Considera un suplemento digestivo. Existen suplementos de fibra y apoyo digestivo pensados para perros con tendencia a problemas de sacos anales. Consulta con tu veterinario cuál es el más adecuado y revisa nuestra categoría de suplementos para perro.
Revisa la zona anal en el cepillado o baño. Detectar un bulto o inflamación a tiempo hace toda la diferencia.
Preguntas Frecuentes
¿Los perros pueden tener hemorroides como los humanos?

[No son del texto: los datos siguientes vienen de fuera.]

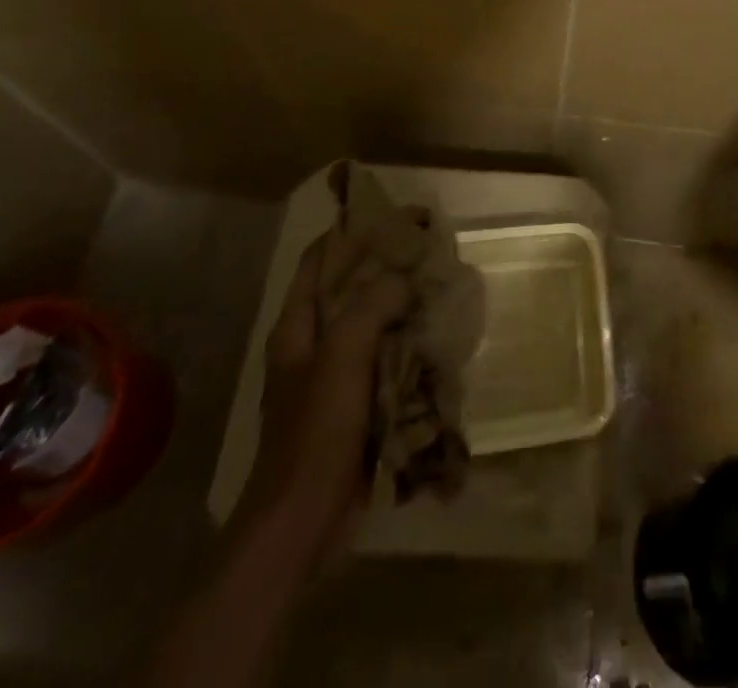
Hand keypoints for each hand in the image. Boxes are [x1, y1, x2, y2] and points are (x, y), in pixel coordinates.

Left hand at [238, 228, 411, 537]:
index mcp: (297, 327)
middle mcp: (313, 344)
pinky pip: (385, 359)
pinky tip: (436, 337)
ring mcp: (334, 376)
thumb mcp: (342, 357)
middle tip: (429, 249)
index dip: (351, 231)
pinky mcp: (355, 404)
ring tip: (440, 286)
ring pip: (372, 324)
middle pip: (350, 289)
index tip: (393, 214)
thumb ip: (372, 306)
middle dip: (386, 267)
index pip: (320, 259)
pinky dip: (408, 344)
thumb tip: (404, 277)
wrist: (303, 523)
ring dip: (402, 306)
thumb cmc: (316, 432)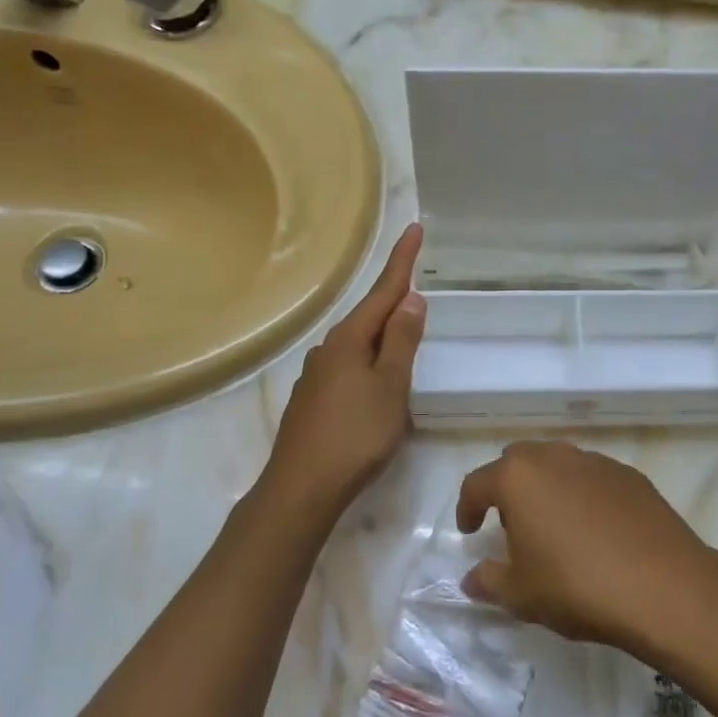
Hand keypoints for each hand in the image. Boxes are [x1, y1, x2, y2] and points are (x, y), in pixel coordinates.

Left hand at [261, 223, 424, 521]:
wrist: (301, 488)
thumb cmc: (355, 434)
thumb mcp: (390, 386)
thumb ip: (401, 341)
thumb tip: (410, 299)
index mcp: (349, 340)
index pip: (383, 291)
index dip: (402, 261)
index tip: (415, 228)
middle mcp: (328, 349)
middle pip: (368, 315)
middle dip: (392, 297)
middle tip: (416, 279)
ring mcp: (316, 376)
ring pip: (357, 343)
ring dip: (381, 331)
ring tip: (403, 330)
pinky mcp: (313, 401)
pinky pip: (348, 366)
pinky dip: (368, 359)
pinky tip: (375, 378)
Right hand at [456, 441, 717, 652]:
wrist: (663, 586)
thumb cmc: (577, 586)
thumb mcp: (521, 595)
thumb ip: (489, 581)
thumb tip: (472, 578)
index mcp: (518, 477)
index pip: (477, 483)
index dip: (467, 508)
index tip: (469, 532)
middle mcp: (555, 457)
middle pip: (517, 462)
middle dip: (507, 488)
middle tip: (511, 525)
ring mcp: (596, 462)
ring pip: (558, 464)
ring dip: (546, 488)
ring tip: (554, 527)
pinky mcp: (630, 475)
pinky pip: (592, 477)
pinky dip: (582, 495)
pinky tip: (594, 530)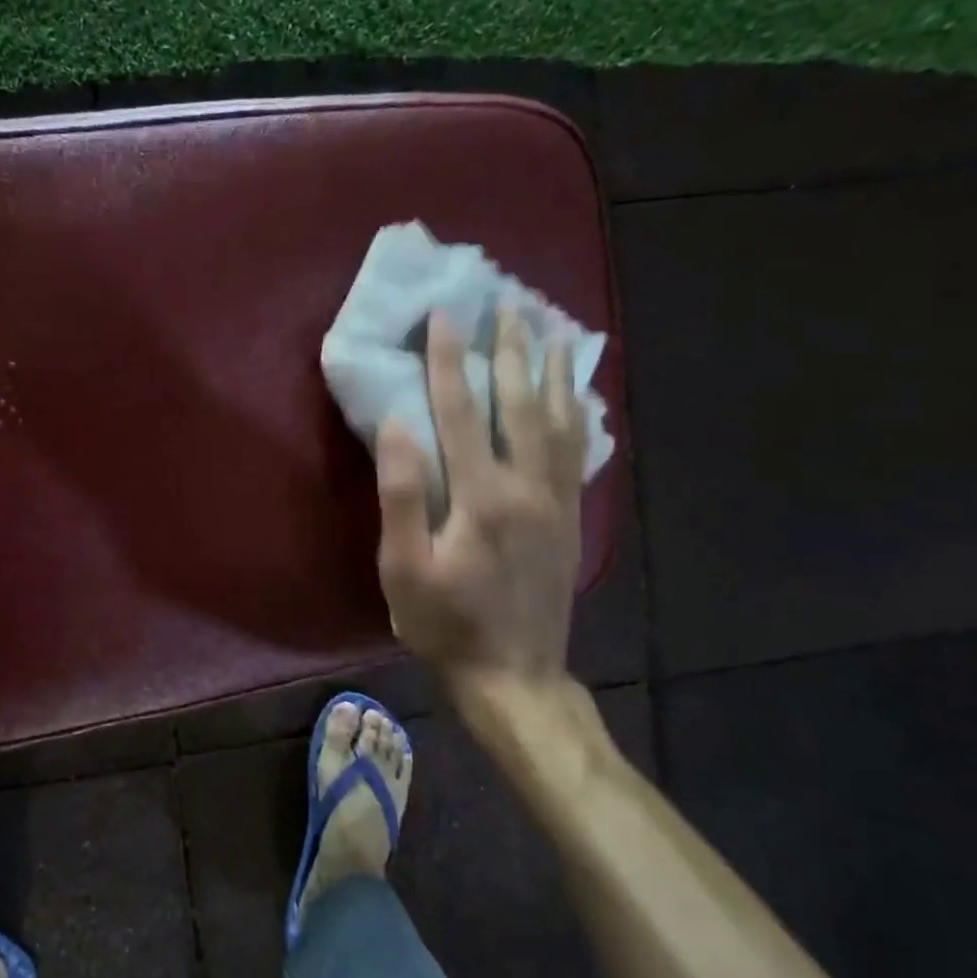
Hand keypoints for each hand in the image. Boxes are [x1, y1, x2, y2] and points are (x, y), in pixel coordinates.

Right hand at [376, 306, 585, 689]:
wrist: (514, 674)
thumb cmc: (444, 623)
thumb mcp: (404, 569)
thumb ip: (402, 495)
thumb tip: (398, 425)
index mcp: (480, 495)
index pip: (462, 411)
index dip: (450, 360)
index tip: (446, 315)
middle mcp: (526, 486)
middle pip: (518, 403)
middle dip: (509, 349)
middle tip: (508, 302)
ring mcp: (555, 501)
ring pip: (557, 420)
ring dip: (551, 370)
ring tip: (551, 328)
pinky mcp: (570, 518)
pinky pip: (577, 452)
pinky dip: (577, 413)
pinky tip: (578, 393)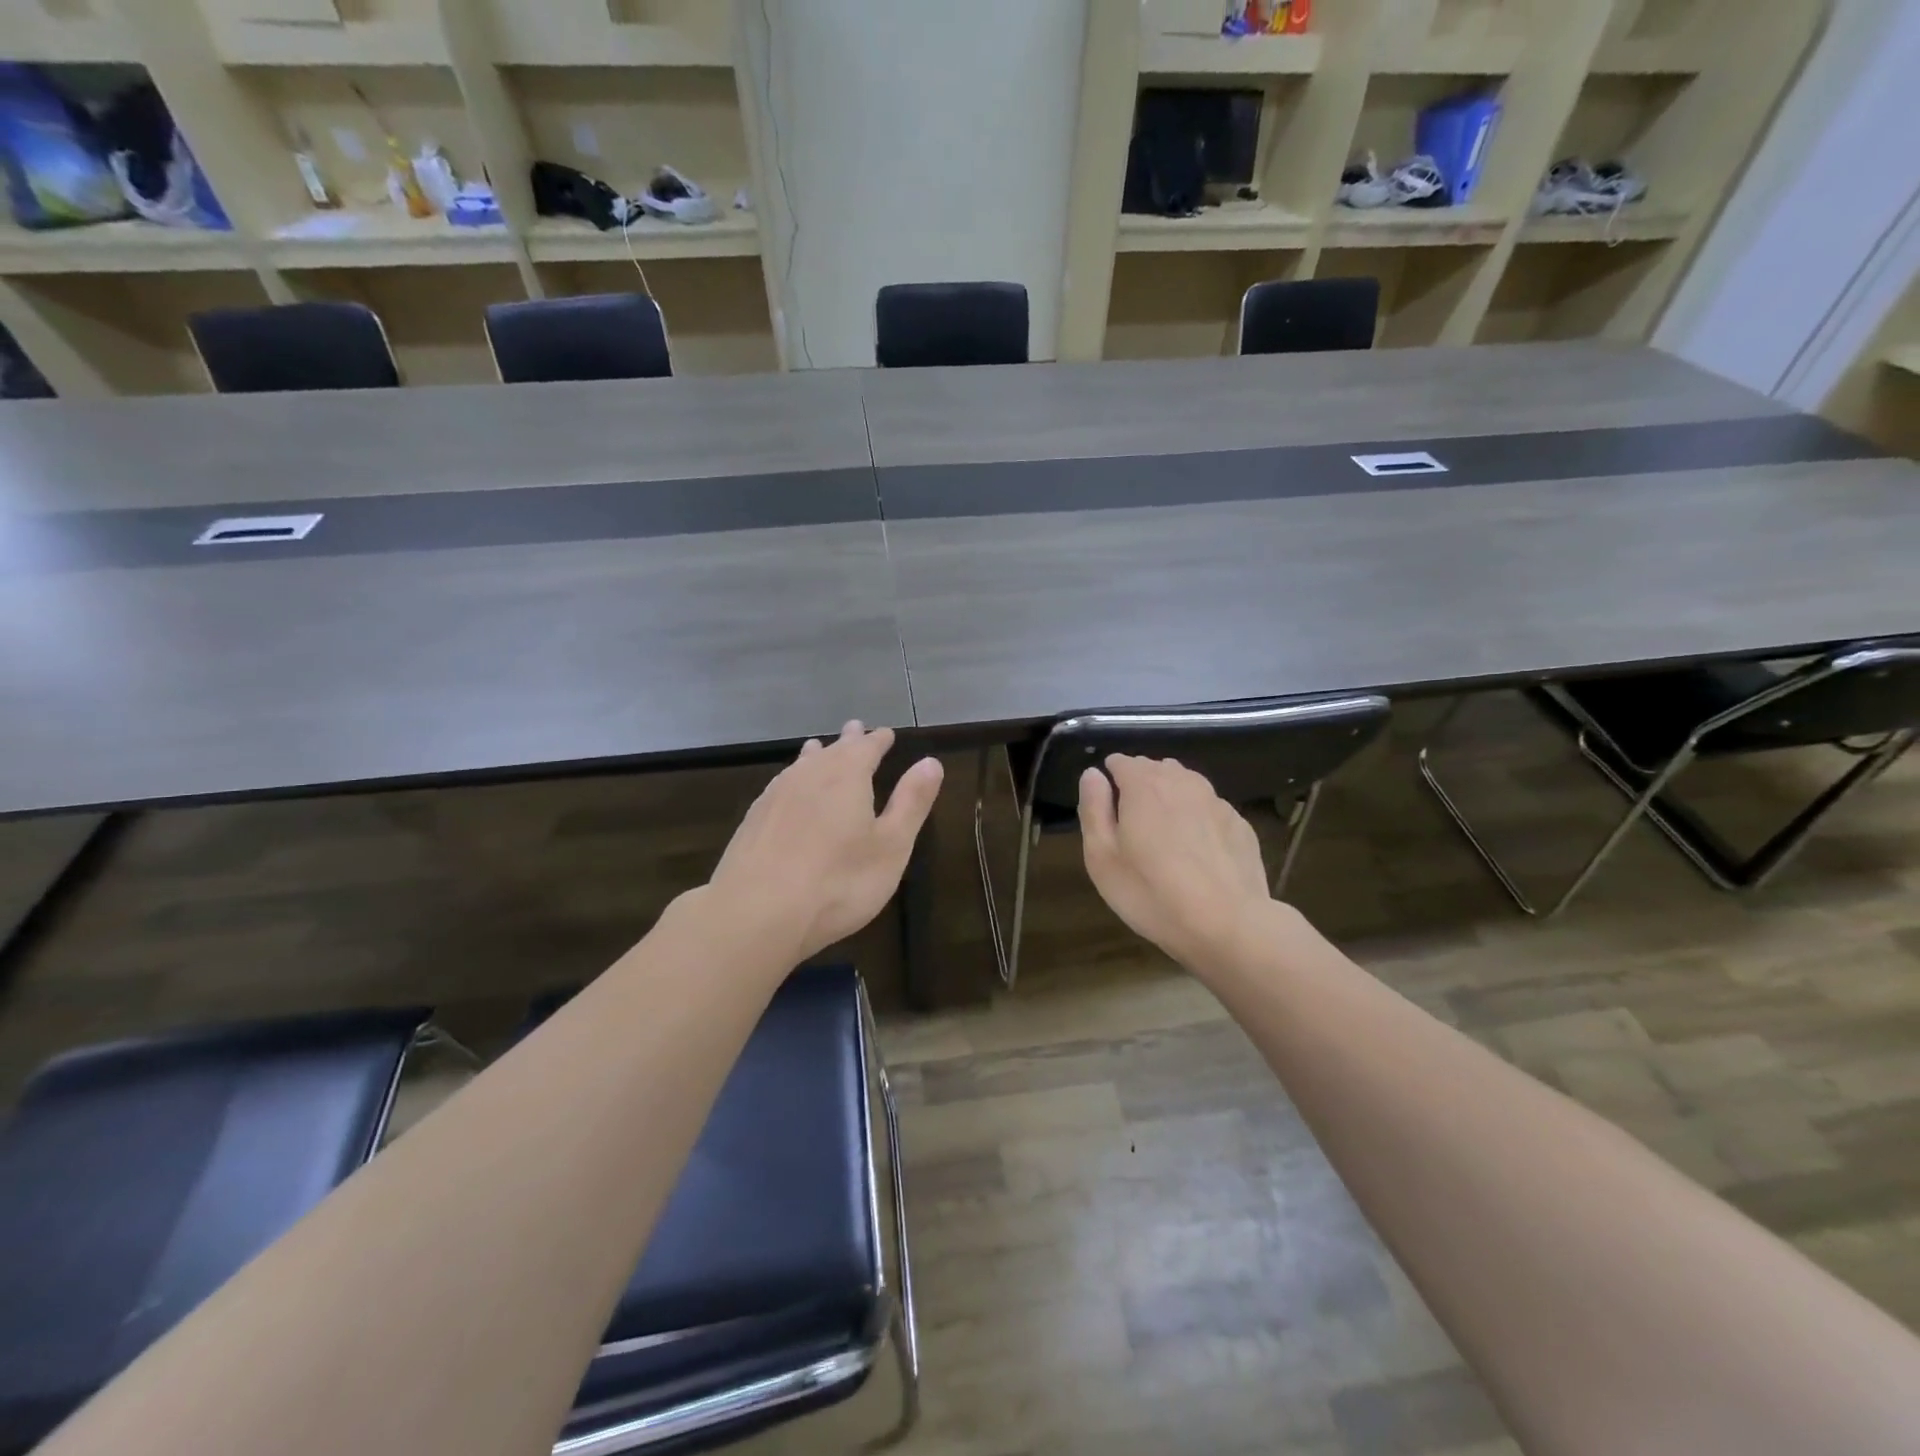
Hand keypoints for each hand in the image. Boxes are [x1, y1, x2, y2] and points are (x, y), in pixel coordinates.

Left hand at [709, 721, 943, 962]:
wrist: (756, 913)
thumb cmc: (838, 882)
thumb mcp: (891, 846)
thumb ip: (911, 802)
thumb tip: (931, 762)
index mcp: (847, 777)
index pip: (867, 748)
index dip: (878, 740)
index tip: (886, 733)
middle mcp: (809, 776)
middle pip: (832, 750)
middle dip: (848, 741)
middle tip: (855, 728)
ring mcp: (776, 796)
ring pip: (801, 765)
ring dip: (816, 755)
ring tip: (818, 748)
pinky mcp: (754, 820)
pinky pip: (781, 785)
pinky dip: (793, 778)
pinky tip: (787, 790)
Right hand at [1079, 754, 1273, 974]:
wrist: (1228, 925)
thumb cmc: (1152, 893)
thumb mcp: (1102, 858)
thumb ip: (1094, 809)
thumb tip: (1093, 774)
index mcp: (1144, 786)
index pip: (1121, 762)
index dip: (1110, 778)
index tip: (1107, 807)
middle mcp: (1182, 783)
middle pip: (1156, 768)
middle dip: (1141, 785)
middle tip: (1132, 823)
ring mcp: (1217, 802)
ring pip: (1186, 784)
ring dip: (1171, 797)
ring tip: (1163, 832)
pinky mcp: (1240, 825)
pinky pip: (1210, 809)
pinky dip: (1198, 818)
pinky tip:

No. Su anatomía cuadrúpeda no genera la presión venosa que causa hemorroides en humanos. Lo que se confunde con hemorroides suele ser un problema de sacos anales, un prolapso rectal u otra condición anal.
¿Por qué mi perro se arrastra el trasero por el piso?
Es el signo más común de sacos anales inflamados o llenos. También puede indicar parásitos (como tenias) o irritación en la piel. Un veterinario puede confirmar la causa.
¿Un bulto en el ano de mi perro es grave?
Puede ser desde una simple inflamación de saco anal hasta un prolapso o una masa. No se puede saber sin examen veterinario, así que siempre es mejor revisarlo.
¿El prolapso rectal se puede curar?
Sí, especialmente si se atiende rápido. El veterinario puede reducirlo manualmente bajo sedación; en casos recurrentes, se recomienda cirugía. Cuanto antes se atienda, mejor el pronóstico.
¿Qué alimento ayuda a prevenir problemas de sacos anales?
Los alimentos con buen contenido de fibra ayudan a que las heces tengan la consistencia adecuada para vaciar los sacos anales de forma natural durante la defecación.
¿Cuándo debo llevar a mi perro al veterinario por esto?
Ante cualquier bulto, sangrado, masa visible o molestia persistente en la zona anal. Si ves una masa que sobresale del ano, es urgencia inmediata.